Exercise goal —
Every line of the data below that holds the string "middle" needs to be reported.
Dataset content Block Start
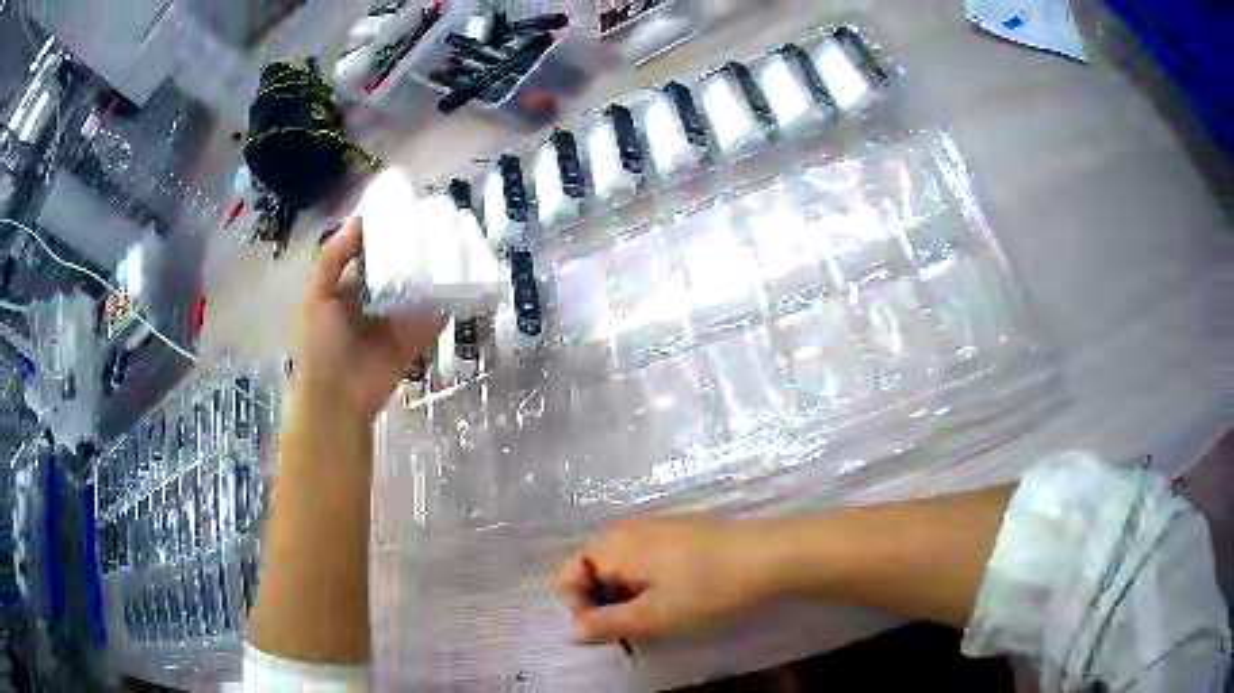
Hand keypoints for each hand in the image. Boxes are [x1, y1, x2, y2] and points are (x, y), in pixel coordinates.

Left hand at [295, 217, 442, 420]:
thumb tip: (358, 220)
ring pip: (417, 291)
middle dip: (413, 251)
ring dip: (433, 274)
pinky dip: (446, 304)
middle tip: (437, 223)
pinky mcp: (414, 339)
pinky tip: (462, 282)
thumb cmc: (320, 346)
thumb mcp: (317, 297)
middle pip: (397, 269)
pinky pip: (433, 317)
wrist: (339, 398)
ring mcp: (396, 320)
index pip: (368, 253)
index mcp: (348, 288)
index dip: (383, 233)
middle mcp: (373, 300)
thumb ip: (333, 259)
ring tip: (456, 246)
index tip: (405, 208)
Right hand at [555, 516, 772, 644]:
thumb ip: (605, 625)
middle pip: (591, 572)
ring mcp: (653, 527)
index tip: (614, 632)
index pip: (566, 577)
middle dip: (606, 605)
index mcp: (611, 545)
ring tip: (661, 617)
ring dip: (629, 598)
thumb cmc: (707, 590)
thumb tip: (572, 631)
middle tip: (640, 629)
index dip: (581, 610)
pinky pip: (644, 561)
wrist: (770, 557)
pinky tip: (680, 598)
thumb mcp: (653, 617)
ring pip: (620, 570)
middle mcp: (625, 529)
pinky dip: (649, 584)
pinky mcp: (678, 532)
Dataset content Block End
Expected output —
middle dip: (413, 251)
middle tip: (437, 223)
middle pip: (397, 269)
middle mcp: (373, 300)
middle pip: (591, 572)
middle dip: (606, 605)
middle tip: (640, 629)
middle mcp: (625, 529)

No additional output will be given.